Supplemental Security Income (SSI) is a social welfare program administered by the Social Security Administration. SSI provides cash assistance to low-income elderly, blind and disabled people who have very few financial resources. SSI recipients are required by law to report certain types of income to SSI, those that don't report that income face significant financial penalties.
If you do not report additional income within 10 days of the end of the month in which the income was earned or received, you can be fined by SSI. The first offense carries a penalty of $25, the second offense is $50 and every offense after that costs you $100 (as of August, 2010). If you had a good reason for not reporting or were not at fault for the failure to report, the penalties will not be assessed.
Civil Penalties and Suspension
If SSI believes your failure to report income indicates deliberate fraud on your part, it may fine you up to $5,000. It can also suspend your payments for six, 12, or 24 months. It can also reclaim the amount you were overpaid by deducting up to the entire amount of your SSI monthly benefits until the debt is paid.

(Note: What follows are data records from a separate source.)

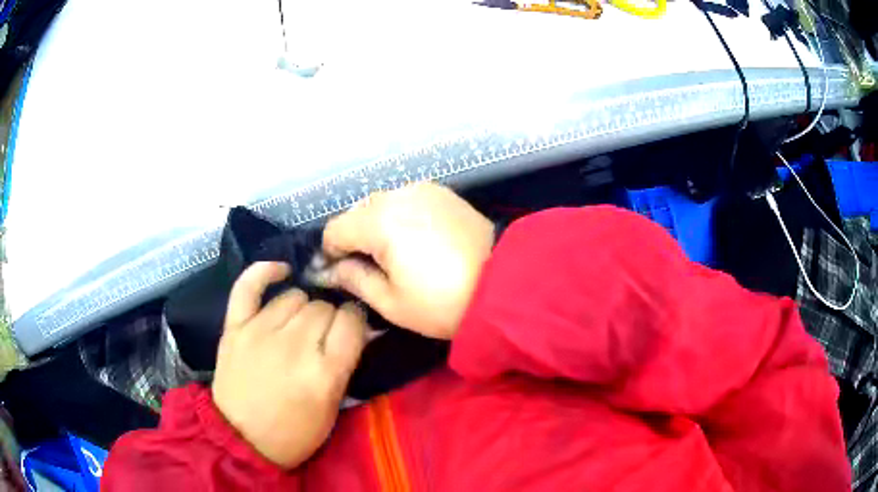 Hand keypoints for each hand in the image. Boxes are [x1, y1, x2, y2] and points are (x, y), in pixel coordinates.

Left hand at [212, 262, 366, 468]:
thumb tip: (354, 329)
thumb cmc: (294, 433)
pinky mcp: (235, 327)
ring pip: (295, 296)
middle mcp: (294, 345)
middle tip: (321, 336)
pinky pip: (249, 286)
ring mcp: (260, 332)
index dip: (356, 320)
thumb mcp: (332, 408)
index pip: (352, 321)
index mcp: (324, 372)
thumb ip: (344, 365)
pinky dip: (264, 272)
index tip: (351, 327)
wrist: (241, 439)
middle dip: (329, 318)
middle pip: (323, 306)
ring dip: (303, 307)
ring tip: (298, 324)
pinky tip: (280, 271)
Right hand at [321, 182, 493, 339]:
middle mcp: (398, 195)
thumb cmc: (444, 302)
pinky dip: (400, 215)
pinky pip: (407, 199)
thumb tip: (332, 269)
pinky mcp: (443, 192)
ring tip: (393, 253)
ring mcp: (423, 189)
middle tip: (369, 267)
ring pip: (382, 202)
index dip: (331, 253)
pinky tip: (415, 238)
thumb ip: (354, 279)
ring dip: (376, 224)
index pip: (335, 229)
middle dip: (354, 237)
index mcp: (379, 221)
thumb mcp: (391, 303)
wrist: (506, 284)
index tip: (340, 273)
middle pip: (357, 212) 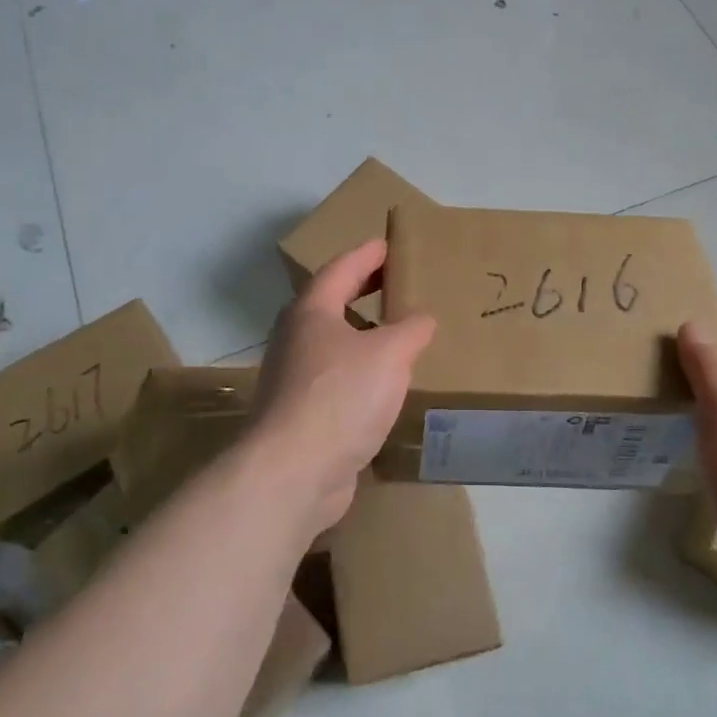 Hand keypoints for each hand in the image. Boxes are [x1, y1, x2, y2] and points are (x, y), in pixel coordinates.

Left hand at [250, 239, 435, 536]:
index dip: (366, 255)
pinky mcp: (301, 414)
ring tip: (395, 331)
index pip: (341, 269)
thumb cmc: (341, 396)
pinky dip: (360, 370)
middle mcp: (296, 339)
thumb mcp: (389, 354)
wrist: (294, 472)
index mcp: (311, 312)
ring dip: (361, 332)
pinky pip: (336, 378)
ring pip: (332, 342)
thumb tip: (422, 319)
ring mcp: (294, 378)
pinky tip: (383, 383)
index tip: (387, 244)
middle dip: (362, 289)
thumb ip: (411, 330)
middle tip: (394, 280)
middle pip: (331, 303) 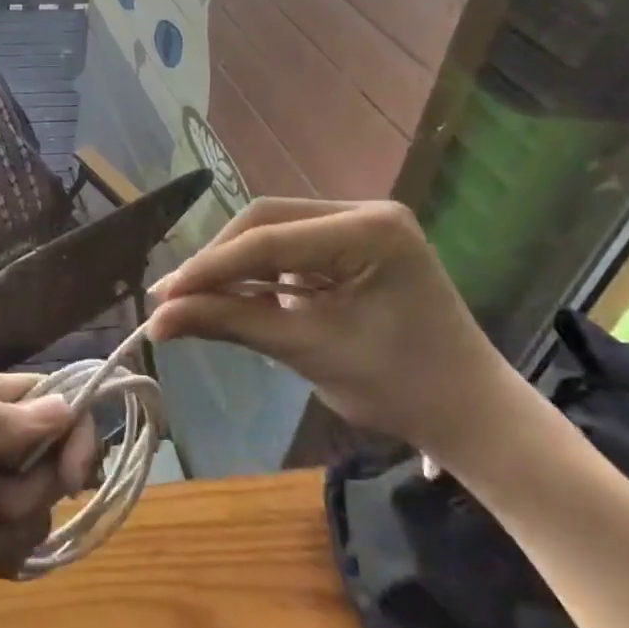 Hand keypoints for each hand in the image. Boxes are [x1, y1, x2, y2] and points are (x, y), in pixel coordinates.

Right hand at [145, 199, 524, 461]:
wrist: (472, 415)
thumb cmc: (400, 388)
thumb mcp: (307, 351)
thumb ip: (230, 323)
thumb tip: (157, 320)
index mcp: (370, 231)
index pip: (268, 239)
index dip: (209, 268)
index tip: (161, 295)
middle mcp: (366, 211)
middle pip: (266, 221)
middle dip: (218, 261)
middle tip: (173, 297)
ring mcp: (363, 224)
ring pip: (273, 231)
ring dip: (234, 265)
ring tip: (194, 299)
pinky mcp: (355, 244)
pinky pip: (291, 248)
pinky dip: (260, 273)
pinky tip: (235, 296) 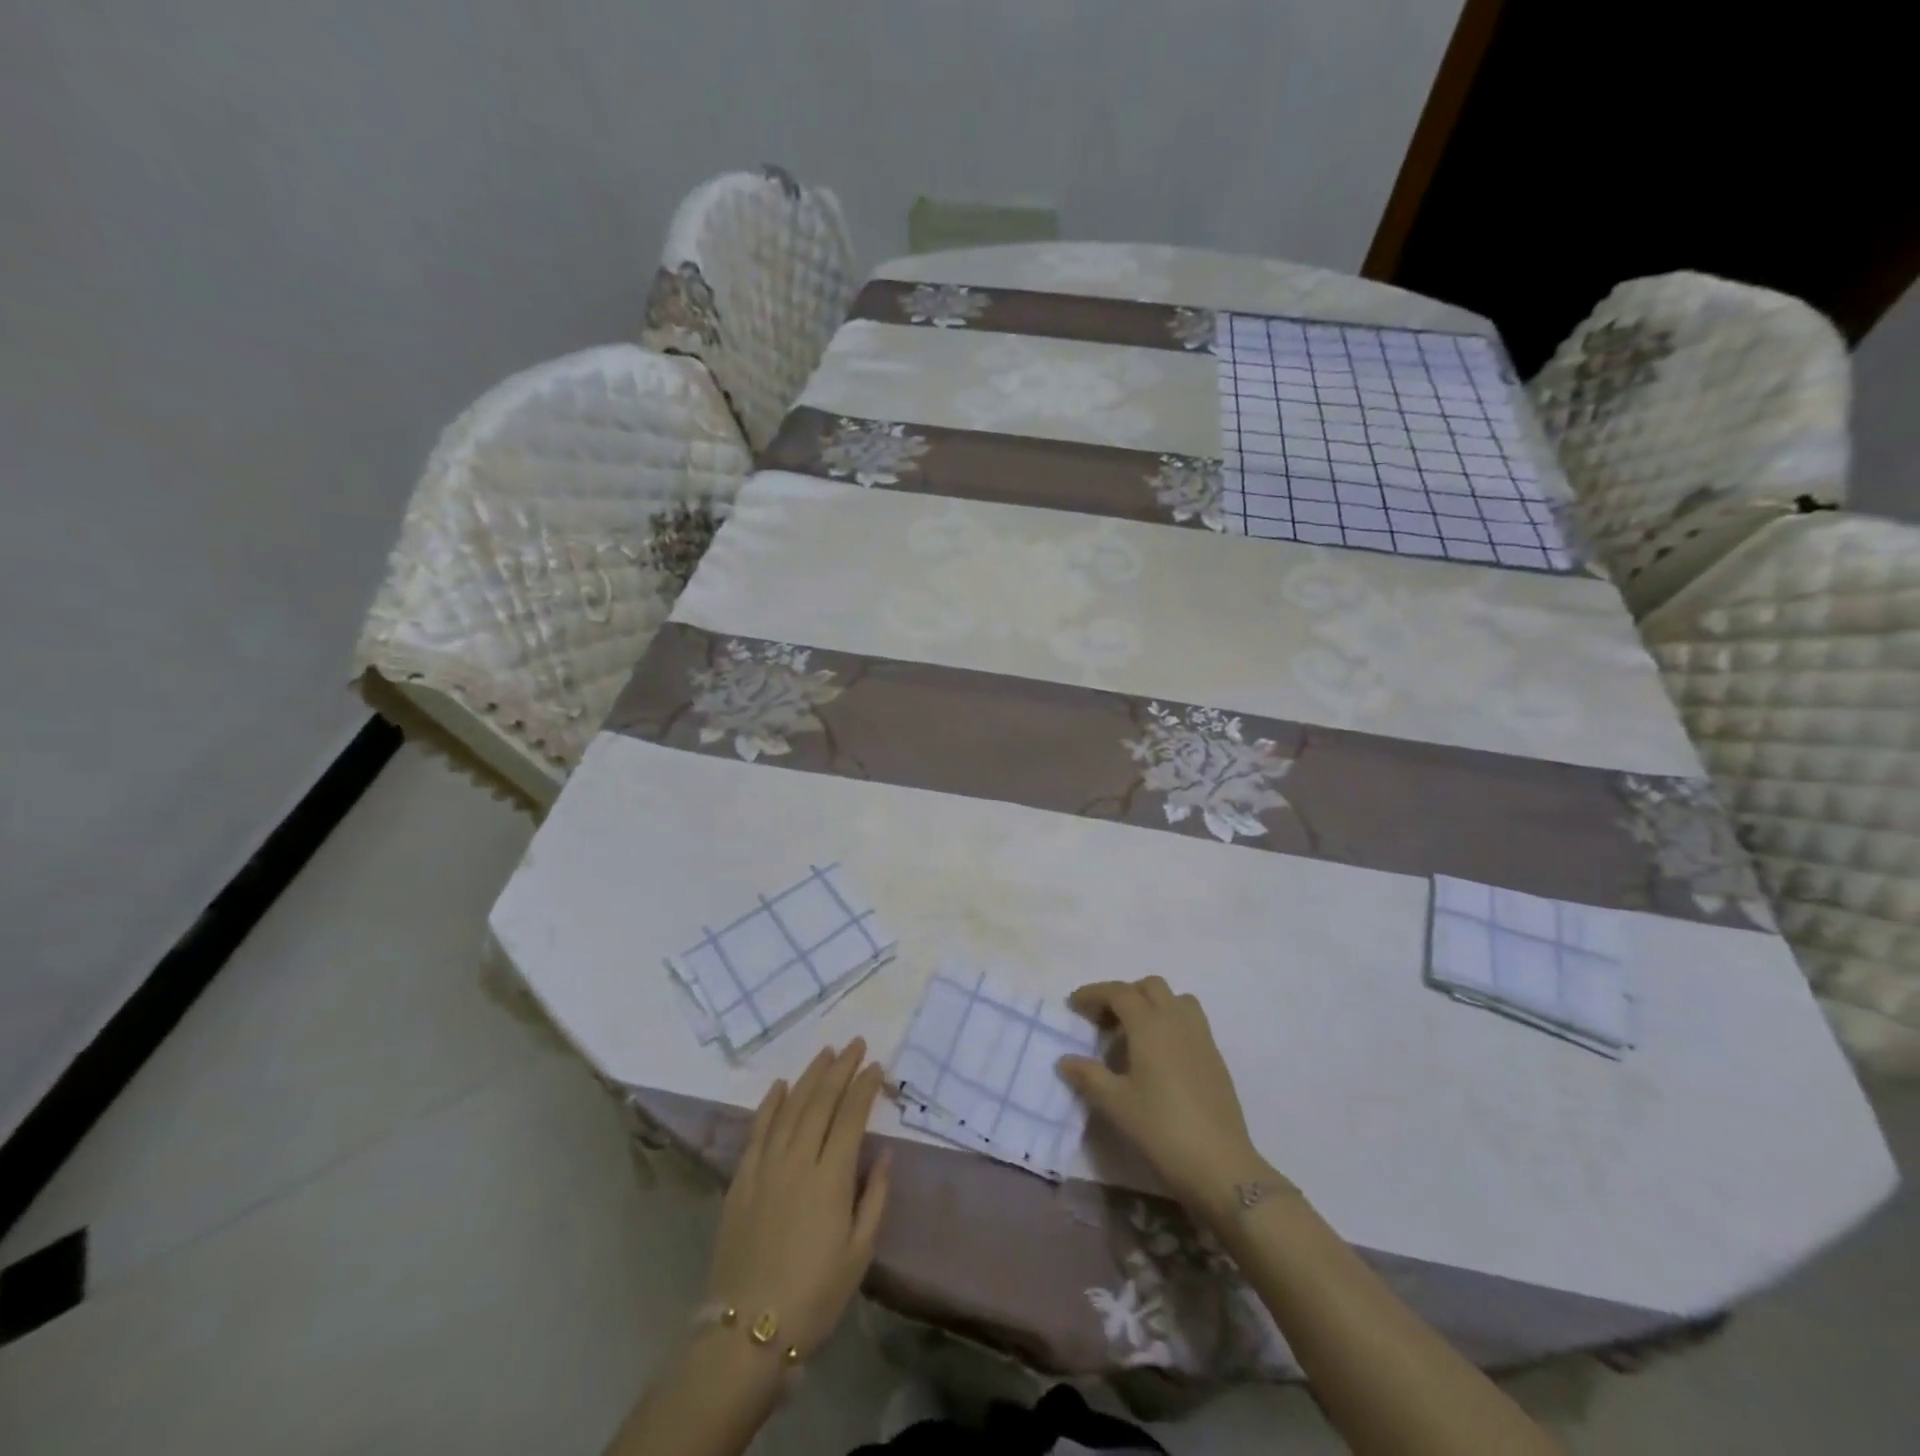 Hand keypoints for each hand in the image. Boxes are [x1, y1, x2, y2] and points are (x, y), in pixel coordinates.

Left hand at [706, 1040, 891, 1358]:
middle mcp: (798, 1160)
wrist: (746, 1332)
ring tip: (825, 1053)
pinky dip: (770, 1104)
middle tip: (855, 1044)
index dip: (864, 1087)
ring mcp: (766, 1166)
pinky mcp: (741, 1179)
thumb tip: (885, 1153)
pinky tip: (780, 1085)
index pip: (851, 1116)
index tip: (876, 1065)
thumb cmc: (814, 1295)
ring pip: (790, 1107)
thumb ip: (875, 1197)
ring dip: (809, 1076)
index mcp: (831, 1178)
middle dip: (841, 1069)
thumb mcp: (859, 1253)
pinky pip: (757, 1130)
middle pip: (821, 1101)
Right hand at [1057, 977, 1278, 1218]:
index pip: (1119, 992)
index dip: (1093, 994)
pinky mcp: (1215, 1057)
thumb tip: (1065, 1060)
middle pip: (1149, 986)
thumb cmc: (1161, 1129)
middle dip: (1123, 995)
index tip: (1073, 1005)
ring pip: (1175, 999)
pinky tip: (1158, 1056)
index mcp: (1150, 1025)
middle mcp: (1177, 1020)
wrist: (1220, 1166)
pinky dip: (1170, 1022)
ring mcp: (1201, 1037)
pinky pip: (1190, 1021)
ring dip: (1151, 1004)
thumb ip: (1088, 1075)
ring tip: (1133, 1033)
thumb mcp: (1115, 1104)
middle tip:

Another consequence of failing to report other income to SSI is the possibility that you may be overpaid by SSI. If SSI determines you were overpaid, it can require that you repay that money. SSI will send you a letter requesting repayment within 30 days. If you cannot pay that amount, SSI will offer to withhold 10 percent of your monthly income from your SSI checks until the full amount of the overpayment is repaid.
If you do not believe you were repaid or if you believe that the overpayment was not due to a mistake you made, you can either appeal SSI's decision or ask for a repayment waiver.